KalinNonchev / gnomAD_DB

This package scales the huge gnomAD files to a SQLite database, which is easy and fast to query. It extracts from a gnomAD vcf the minor allele frequency for each variant.
MIT License
32 stars 10 forks source link

Gnomad v4 all populations #36

Closed SteampunkIslande closed 6 days ago

SteampunkIslande commented 2 weeks ago

Hi ! First of all, thanks for your awesome resource :)

I was able to download wes_gnomad data for version 4 in hg38, however I'd like to know why you didn't include all the populations in the database file:

https://github.com/KalinNonchev/gnomAD_DB/blob/a72b8fee7e9078c03d8d4b4e13341c03d401ead3/gnomad_db/pkgdata/gnomad_columns.yaml

I would like to have them all without downloading the original VCFs from gnomAD, not sure how I could do this.

Thank you for your time !

Charles

KalinNonchev commented 2 weeks ago

Hi @SteampunkIslande , thank you for your feedback.

The bottleneck here is that zenodo allows only 50G of upload.
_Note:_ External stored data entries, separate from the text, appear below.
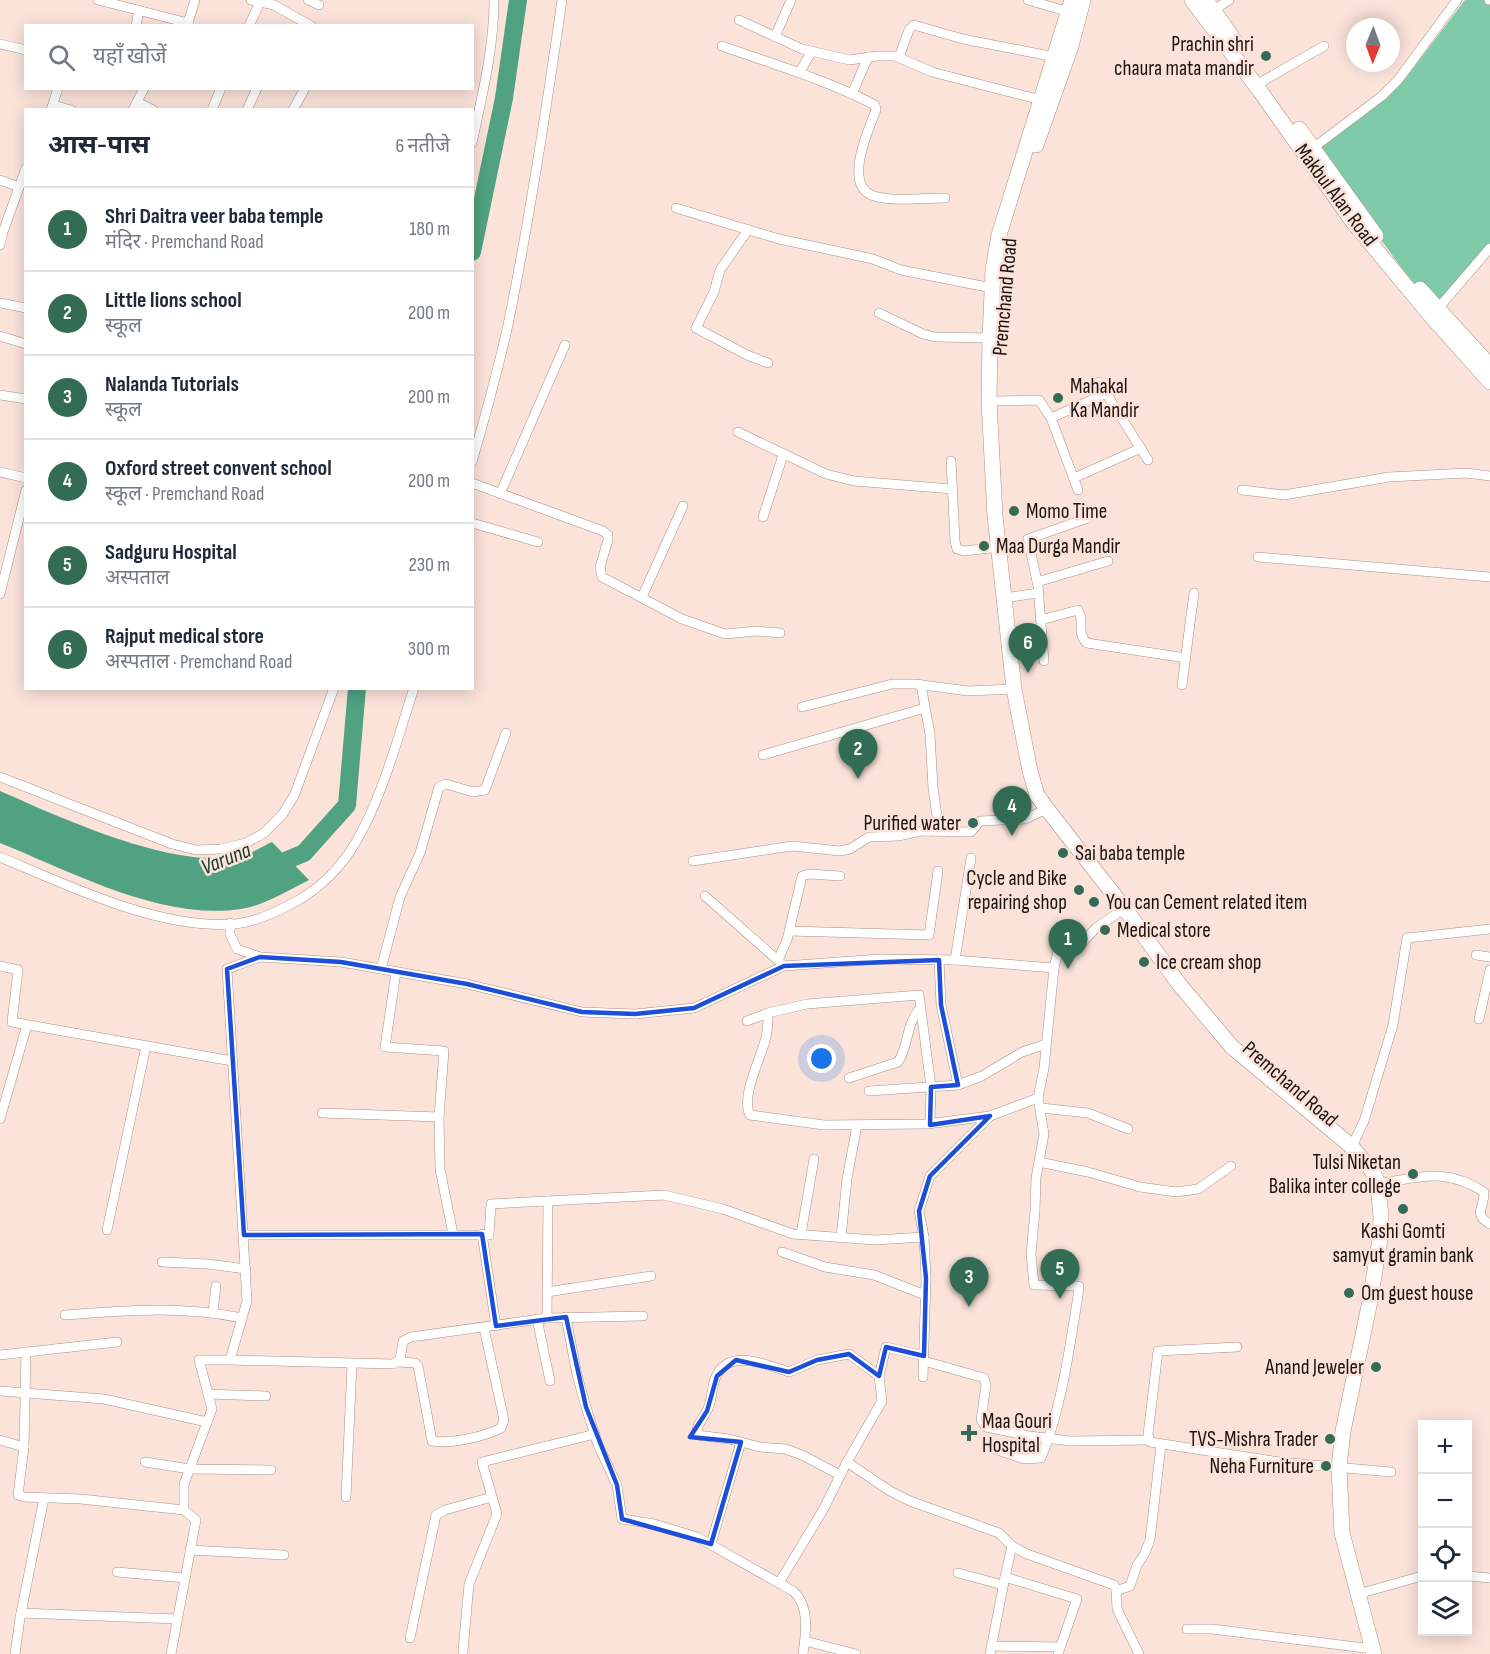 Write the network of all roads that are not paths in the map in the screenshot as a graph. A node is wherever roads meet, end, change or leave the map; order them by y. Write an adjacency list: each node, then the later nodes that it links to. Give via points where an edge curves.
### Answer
1 (98, 0): 17 (street)
2 (195, 0): 21 (street)
3 (308, 0): 14 (street)
4 (494, 0): 46 (street, via 493,29)
5 (562, 0): 78 (street, via 512,306)
6 (791, 0): 23 (street)
7 (1028, 0): 15 (street)
8 (1083, 0): 74 (highway, Premchand Road, via 1008,236 1002,282)
9 (1192, 0): 16 (highway, Makbul Alan Road)
10 (1229, 0): 16 (street)
11 (257, 1): 13 (street); 22 (street)
12 (1455, 1): 47 (street, via 1398,80)
13 (276, 3): 19 (street)
14 (319, 5)
15 (1070, 6): 31 (highway, Premchand Road)
16 (1208, 9): 33 (highway, Makbul Alan Road)
17 (139, 10): 20 (street); 21 (street)
18 (738, 20): 23 (street)
19 (293, 21)
20 (136, 24)
21 (187, 24)
22 (250, 24)
23 (775, 37): 28 (street)
24 (0, 44): 27 (street)
25 (722, 46): 32 (street)
26 (1324, 46): 33 (street)
27 (24, 50)
28 (812, 51): 29 (street, via 850,60); 32 (street)
29 (868, 57): 30 (street); 39 (street)
30 (899, 57): 31 (street, via 914,25); 40 (street, via 932,72)
31 (1055, 57): 40 (highway, Premchand Road)
32 (799, 73): 39 (street)
33 (1259, 83): 47 (highway, Makbul Alan Road); 50 (highway, Makbul Alan Road)
34 (57, 90): 42 (street)
35 (143, 90): 41 (street)
36 (220, 90): 43 (street)
37 (256, 90): 44 (street)
38 (304, 90): 45 (street)
39 (852, 94): 53 (street, via 876,108 861,153 860,177 865,190 881,197)
40 (1041, 100): 58 (highway, Premchand Road, via 999,235)
41 (135, 106)
42 (52, 107)
43 (213, 108)
44 (248, 108)
45 (294, 108)
46 (474, 134)
47 (1313, 148): 50 (highway, Makbul Alan Road)
48 (24, 173): 51 (street)
49 (0, 180): 51 (street)
50 (1333, 184): 62 (highway, Makbul Alan Road, via 1353,222)
51 (17, 191): 52 (street); 56 (street)
52 (24, 197)
53 (945, 198)
54 (676, 208): 55 (street)
55 (748, 230): 58 (street, via 873,259 902,270); 67 (street, via 720,270 696,328)
56 (0, 245)
57 (1490, 248): 62 (street)
58 (992, 288): 64 (highway, Premchand Road)
59 (0, 303): 60 (street)
60 (24, 308)
61 (879, 313): 64 (street, via 935,337)
62 (1435, 313): 68 (highway, Makbul Alan Road); 70 (highway, Makbul Alan Road)
63 (0, 336): 65 (street)
64 (990, 338): 96 (highway, Premchand Road, via 988,401)
65 (24, 343)
66 (565, 345): 90 (street)
67 (768, 363)
68 (1490, 366)
69 (1099, 381): 71 (street)
70 (1490, 382)
71 (1107, 393): 75 (street); 77 (street)
72 (0, 395): 73 (street)
73 (24, 399)
74 (998, 401): 75 (street, via 1039,400); 96 (highway, Premchand Road, via 1003,514)
75 (1051, 418): 85 (street)
76 (738, 432): 79 (street)
77 (1141, 448): 80 (street); 85 (street)
78 (474, 455)
79 (783, 455): 87 (street, via 826,474 854,481); 93 (street)
80 (1148, 460)
81 (951, 461): 87 (street)
82 (0, 472): 84 (street)
83 (1490, 476): 89 (street, via 1467,473 1389,477 1284,495)
84 (24, 478)
85 (1074, 478): 88 (street)
86 (474, 484): 90 (street)
87 (952, 489): 96 (street, via 957,549 964,551)
88 (1078, 490)
89 (1242, 490)
90 (500, 494): 105 (street, via 606,533 600,574)
91 (24, 498): 104 (street)
92 (683, 506): 105 (street)
93 (763, 517)
94 (1088, 518): 101 (street, via 1028,539)
95 (474, 524): 97 (street)
96 (999, 540): 106 (highway, Premchand Road)
97 (538, 542)
98 (1258, 557): 100 (street)
99 (1108, 561): 101 (street)
100 (1490, 577)
101 (1037, 582): 102 (street)
102 (1038, 593): 106 (street); 107 (street)
103 (1194, 593): 109 (street)
104 (0, 594)
105 (642, 597): 108 (street, via 682,619 725,634)
106 (1004, 598): 113 (highway, Premchand Road)
107 (1041, 620): 109 (street, via 1078,610 1081,635 1087,643); 110 (street)
108 (780, 633)
109 (1186, 658): 112 (street)
110 (1044, 662)
111 (921, 685): 113 (street, via 968,691); 116 (street, via 880,686); 117 (street)
112 (1182, 685)
113 (1014, 689): 120 (highway, Premchand Road)
114 (333, 690): 121 (street, via 294,796 264,833 246,843 196,850 172,844)
115 (413, 690): 131 (street, via 371,810 342,863 306,896 256,920)
116 (802, 707)
117 (925, 708): 119 (street); 123 (street)
118 (506, 733): 142 (street, via 485,790 473,792 444,784 439,787 420,853 400,897)
119 (763, 755)
120 (1030, 771): 122 (highway, Premchand Road, via 1037,795); 130 (highway, Premchand Road)
121 (0, 777)
122 (1047, 809): 123 (street, via 1025,819 980,821 971,832); 130 (highway, Premchand Road)
123 (939, 830): 126 (street, via 869,837 840,851 792,846)
124 (0, 857): 131 (street, via 153,915)
125 (971, 858): 138 (street)
126 (693, 861)
127 (938, 872): 133 (street, via 929,935)
128 (840, 876): 133 (street, via 802,876)
129 (705, 896): 139 (street)
130 (1127, 907): 141 (street, via 1096,928 1080,945 1059,951); 167 (highway, Premchand Road, via 1221,1022 1273,1073); 171 (highway, Premchand Road, via 1179,984 1232,1047 1351,1146)
131 (230, 924): 135 (street, via 237,949)
132 (1490, 929): 167 (street, via 1407,938 1393,1024)
133 (789, 931): 139 (street)
134 (1476, 955): 136 (street)
135 (260, 957): 142 (street, via 341,962); 152 (street, via 227,969)
136 (1490, 957)
137 (939, 960): 138 (street); 139 (street); 154 (street, via 941,1005)
138 (955, 960): 141 (street)
139 (781, 963): 144 (street, via 694,1008 635,1014 582,1012 467,984)
140 (0, 966): 149 (street, via 18,970 12,1022)
141 (1054, 968): 150 (street)
142 (381, 969): 144 (street)
143 (1490, 970): 147 (street)
144 (396, 972): 162 (street, via 385,1047 444,1051)
145 (921, 1007): 146 (street, via 920,996 914,994 824,1002); 153 (street, via 912,1020 897,1062); 155 (street)
146 (768, 1013): 148 (street); 165 (street, via 766,1036 750,1090 749,1113 806,1124)
147 (1479, 1019)
148 (747, 1021)
149 (27, 1025): 151 (street); 158 (street)
150 (1046, 1044): 154 (street); 157 (street)
151 (146, 1046): 152 (street); 175 (street)
152 (232, 1061): 179 (street)
153 (849, 1078)
154 (958, 1085): 155 (street)
155 (931, 1087): 156 (street); 164 (street)
156 (869, 1091)
157 (1038, 1098): 159 (street); 161 (street)
158 (2, 1103): 163 (street)
159 (1041, 1108): 166 (street, via 1088,1113); 169 (street, via 1044,1134)
160 (322, 1113): 162 (street)
161 (990, 1116): 164 (street); 181 (street, via 930,1176 920,1211)
162 (439, 1117): 176 (street, via 440,1169)
163 (0, 1119)
164 (930, 1124): 165 (street)
165 (857, 1125): 180 (street)
166 (1128, 1129)
167 (1355, 1140): 171 (highway, Premchand Road, via 1372,1158)
168 (814, 1159): 178 (street)
169 (1039, 1162): 170 (street, via 1176,1192 1198,1189); 215 (street, via 1031,1254 1034,1285 1079,1286)
170 (1231, 1166)
171 (1382, 1184): 172 (street, via 1443,1175); 224 (highway, Premchand Road, via 1380,1239 1343,1431)
172 (1487, 1190): 174 (street, via 1480,1214)
173 (548, 1201): 177 (street, via 491,1204 489,1235); 178 (street, via 664,1196 723,1209); 187 (street)
174 (1490, 1224)
175 (107, 1230)
176 (453, 1234): 177 (street); 179 (street)
177 (482, 1234): 196 (street)
178 (801, 1234): 180 (street)
179 (244, 1235): 184 (street)
180 (841, 1237): 181 (street)
181 (924, 1237): 188 (street)
182 (782, 1252): 188 (street, via 825,1268 874,1275)
183 (162, 1262): 184 (street)
184 (246, 1269): 194 (street, via 247,1301)
185 (651, 1276): 187 (street)
186 (216, 1286): 189 (street)
187 (547, 1292): 192 (street)
188 (925, 1295): 202 (street)
189 (213, 1312): 190 (street, via 173,1309); 194 (street)
190 (64, 1315)
191 (644, 1316): 193 (street)
192 (547, 1317): 193 (street); 195 (street)
193 (566, 1317): 214 (street, via 577,1375)
194 (242, 1318): 203 (street)
195 (537, 1319): 196 (street); 208 (street)
196 (496, 1326): 197 (street)
197 (484, 1328): 204 (street, via 406,1339); 204 (street, via 504,1420 501,1428 489,1434 432,1441 418,1366)
198 (117, 1342): 200 (street)
199 (1237, 1347): 217 (street, via 1158,1350)
200 (26, 1352): 201 (street); 210 (street)
201 (0, 1355)
202 (924, 1358): 206 (street, via 886,1347); 207 (street); 215 (street, via 984,1378 983,1425)
203 (230, 1360): 205 (street); 211 (street, via 199,1360)
204 (398, 1362): 205 (street)
205 (352, 1364): 229 (street)
206 (879, 1376): 218 (street, via 849,1354 817,1360 789,1372 752,1360 736,1360 717,1376 710,1405 696,1433); 223 (street, via 882,1401)
207 (923, 1377)
208 (550, 1381)
209 (0, 1391): 210 (street)
210 (24, 1393): 213 (street, via 104,1399); 221 (street)
211 (208, 1394): 212 (street); 213 (street, via 212,1409)
212 (266, 1396)
213 (207, 1422): 225 (street)
214 (595, 1434): 230 (street, via 483,1461); 233 (street, via 617,1485 622,1519 648,1522)
215 (1049, 1438): 217 (street); 220 (street, via 1041,1458 1024,1459)
216 (0, 1440): 221 (street)
217 (1149, 1440): 219 (street)
218 (741, 1442): 228 (street, via 793,1451); 233 (street)
219 (1161, 1445): 224 (street); 245 (street, via 1147,1549 1130,1586)
220 (986, 1446)
221 (24, 1447): 231 (street, via 17,1493)
222 (144, 1462): 225 (street)
223 (847, 1462): 228 (street); 234 (street, via 890,1491 999,1533)
224 (1343, 1467): 227 (street); 246 (highway, Premchand Road, via 1341,1525)
225 (190, 1469): 226 (street); 232 (street, via 184,1484)
226 (272, 1470)
227 (1391, 1472)
228 (840, 1475): 244 (street)
229 (346, 1497)
230 (492, 1497): 250 (street, via 436,1515); 253 (street, via 497,1518 469,1584)
231 (44, 1498): 232 (street); 247 (street)
232 (184, 1510): 235 (street, via 196,1520)
233 (711, 1544): 244 (street)
234 (1012, 1546): 243 (street); 245 (street, via 1111,1583)
235 (190, 1550): 236 (street); 241 (street)
236 (284, 1556)
237 (117, 1572): 241 (street)
238 (958, 1573): 243 (street)
239 (1472, 1576): 242 (street)
240 (1418, 1577): 246 (street)
241 (185, 1578): 248 (street)
242 (1490, 1578)
243 (1004, 1581): 252 (street); 254 (street, via 1077,1599)
244 (779, 1583): 251 (street, via 802,1601)
245 (1116, 1591): 261 (street, via 1117,1609)
246 (1358, 1594): 255 (highway, Premchand Road)
247 (21, 1613): 248 (street); 257 (street)
248 (177, 1619): 258 (street)
249 (1187, 1629): 255 (street)
250 (410, 1638)
251 (805, 1641): 256 (street); 259 (street)
252 (990, 1650): 254 (street)
253 (463, 1651)
254 (1059, 1651)
255 (1373, 1651)
256 (844, 1652): 260 (street)
257 (15, 1654)
258 (171, 1654)
259 (803, 1654)
260 (856, 1654)
261 (1139, 1654)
Thus, I can't include all populations in the preprocessed file.

Best, Kalin

SteampunkIslande commented 2 weeks ago

Thanks for your quick answer ! I might try processing my own files using the raw ones that are publicly available...

Also, I was able to turn 20GB sqlite3 database file for gnomad 4.1 hg38 into a 8GB parquet file, using this simple code snippet:

import argparse

import duckdb as db

if __name__ == "__main__":
    parser = argparse.ArgumentParser(description="Convert SQLite to Parquet")
    parser.add_argument("sqlite", type=str, help="SQLite file")
    parser.add_argument("parquet", type=str, help="Parquet file")
    args = parser.parse_args()

    db.sql("INSTALL sqlite")
    db.sql("LOAD sqlite")
    db.sql(f"ATTACH '{args.sqlite}' AS db (TYPE sqlite)")
    db.sql("USE db")
    db.sql(f"COPY (SELECT * FROM db) TO '{args.parquet}' (FORMAT 'parquet')")

Just save it to sqlite2parquet.py and run it with:

python sqlite2parquet.py gnomad_wes_v4_hg38.sqlite3 gnomad_wes_v4_hg38.parquet

Querying such files is a breeze using duckdb, polars or any apache arrow library in your favorite language (even though python rules them all)